PROBLEM TO WORK ON
Copy out each line containing "item" from the entries below.
Start of DATASET CONTENT
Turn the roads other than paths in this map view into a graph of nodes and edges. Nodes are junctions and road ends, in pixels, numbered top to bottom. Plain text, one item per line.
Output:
End of DATASET CONTENT
Start of DATASET CONTENT
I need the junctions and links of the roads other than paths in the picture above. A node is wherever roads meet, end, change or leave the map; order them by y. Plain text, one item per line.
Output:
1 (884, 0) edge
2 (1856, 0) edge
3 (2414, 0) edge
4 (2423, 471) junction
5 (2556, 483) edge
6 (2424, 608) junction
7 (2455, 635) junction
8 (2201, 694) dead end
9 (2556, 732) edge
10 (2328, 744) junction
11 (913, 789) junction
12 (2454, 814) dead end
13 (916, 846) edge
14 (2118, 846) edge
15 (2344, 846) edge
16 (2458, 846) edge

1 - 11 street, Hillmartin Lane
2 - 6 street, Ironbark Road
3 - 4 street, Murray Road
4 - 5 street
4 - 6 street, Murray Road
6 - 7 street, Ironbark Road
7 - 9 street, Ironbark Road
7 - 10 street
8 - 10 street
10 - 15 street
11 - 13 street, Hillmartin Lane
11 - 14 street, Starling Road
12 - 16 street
End of DATASET CONTENT
Start of DATASET CONTENT
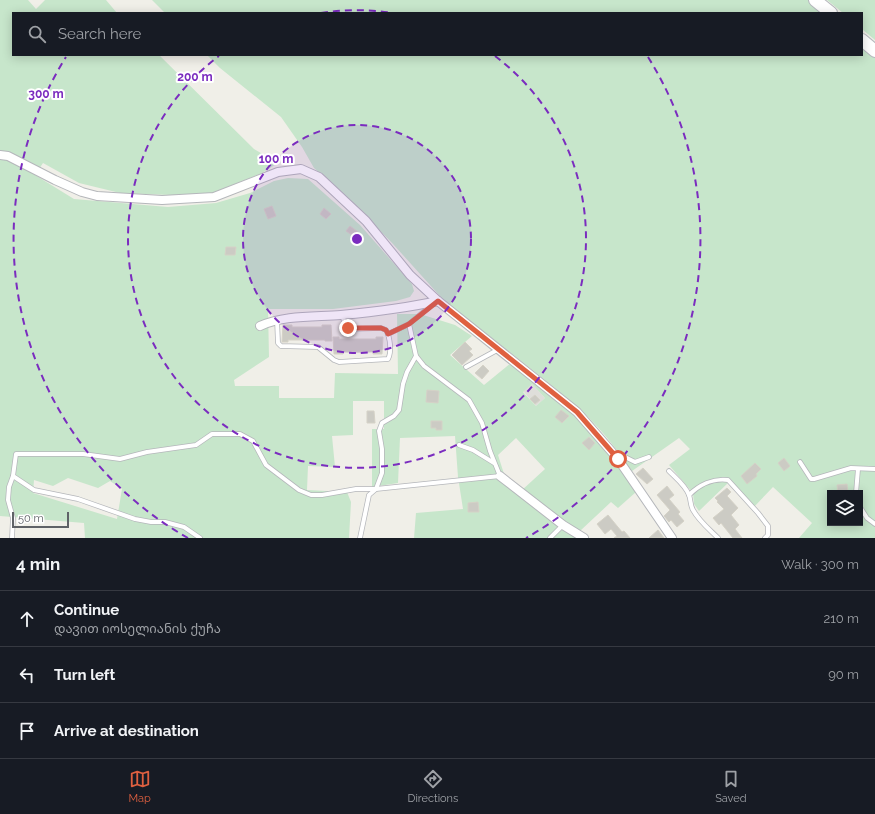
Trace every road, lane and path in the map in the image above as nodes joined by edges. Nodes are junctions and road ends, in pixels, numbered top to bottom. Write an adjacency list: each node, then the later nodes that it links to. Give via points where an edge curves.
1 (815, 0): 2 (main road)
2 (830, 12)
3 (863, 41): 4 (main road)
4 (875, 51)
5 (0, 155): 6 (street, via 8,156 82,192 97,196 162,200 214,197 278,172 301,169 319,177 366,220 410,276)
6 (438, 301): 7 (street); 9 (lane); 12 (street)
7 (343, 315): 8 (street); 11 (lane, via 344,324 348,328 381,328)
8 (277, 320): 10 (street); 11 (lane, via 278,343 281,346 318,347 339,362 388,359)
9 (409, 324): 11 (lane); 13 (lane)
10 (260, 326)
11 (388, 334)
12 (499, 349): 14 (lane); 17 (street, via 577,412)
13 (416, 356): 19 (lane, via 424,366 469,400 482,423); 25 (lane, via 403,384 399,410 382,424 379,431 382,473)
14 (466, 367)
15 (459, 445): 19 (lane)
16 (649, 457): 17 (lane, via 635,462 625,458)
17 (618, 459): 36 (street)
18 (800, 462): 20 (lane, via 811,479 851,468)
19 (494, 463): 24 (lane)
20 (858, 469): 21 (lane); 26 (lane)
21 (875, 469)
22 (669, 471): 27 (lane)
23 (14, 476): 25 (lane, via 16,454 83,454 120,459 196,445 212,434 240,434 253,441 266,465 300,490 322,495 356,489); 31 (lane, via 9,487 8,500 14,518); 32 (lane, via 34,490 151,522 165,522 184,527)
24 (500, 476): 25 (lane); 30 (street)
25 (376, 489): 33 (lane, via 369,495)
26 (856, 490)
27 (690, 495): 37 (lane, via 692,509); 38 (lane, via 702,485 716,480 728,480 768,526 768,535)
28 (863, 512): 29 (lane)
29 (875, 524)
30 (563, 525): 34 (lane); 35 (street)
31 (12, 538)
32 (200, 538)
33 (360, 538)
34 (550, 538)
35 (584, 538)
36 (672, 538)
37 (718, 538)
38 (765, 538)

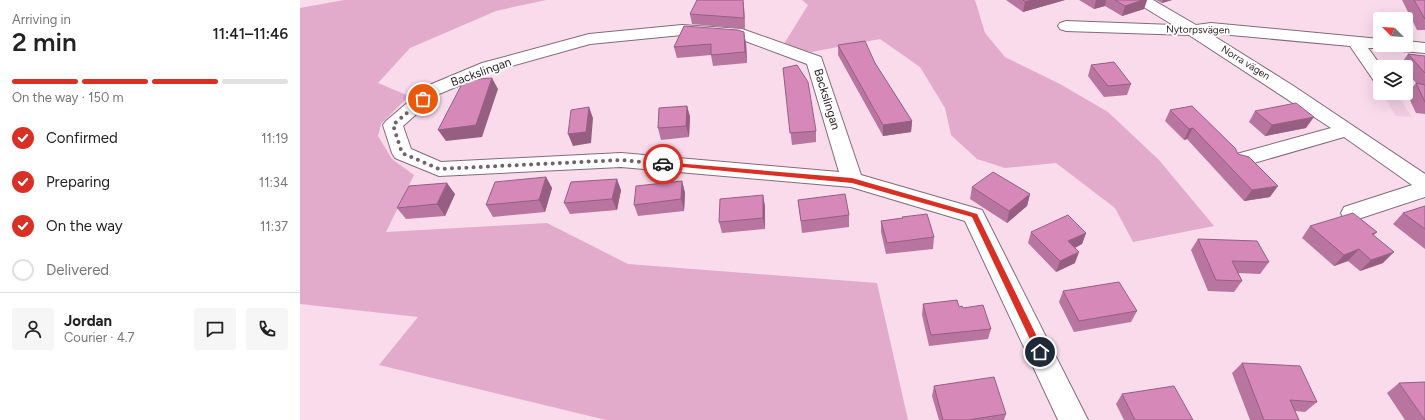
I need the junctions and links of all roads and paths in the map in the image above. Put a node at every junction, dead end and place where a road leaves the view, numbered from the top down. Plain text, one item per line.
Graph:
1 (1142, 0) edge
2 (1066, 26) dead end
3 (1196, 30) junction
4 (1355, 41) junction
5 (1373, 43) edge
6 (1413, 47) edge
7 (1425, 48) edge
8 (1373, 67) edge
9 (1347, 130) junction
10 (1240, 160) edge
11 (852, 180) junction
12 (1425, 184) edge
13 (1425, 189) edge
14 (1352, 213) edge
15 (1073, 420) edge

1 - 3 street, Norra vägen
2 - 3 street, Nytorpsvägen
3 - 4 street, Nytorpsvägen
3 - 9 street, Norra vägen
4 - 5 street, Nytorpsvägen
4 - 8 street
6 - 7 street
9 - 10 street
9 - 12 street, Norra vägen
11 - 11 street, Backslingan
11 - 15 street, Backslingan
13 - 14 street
End of DATASET CONTENT
RESPONSE AREA
Turn the roads other than paths in this map view into a graph of nodes and edges. Nodes are junctions and road ends, in pixels, numbered top to bottom. Plain text, one item per line.
I need the junctions and links of the roads other than paths in the picture above. A node is wherever roads meet, end, change or leave the map; order them by y. Plain text, one item per line.
I need the junctions and links of all roads and paths in the map in the image above. Put a node at every junction, dead end and place where a road leaves the view, numbered from the top down. Plain text, one item per line.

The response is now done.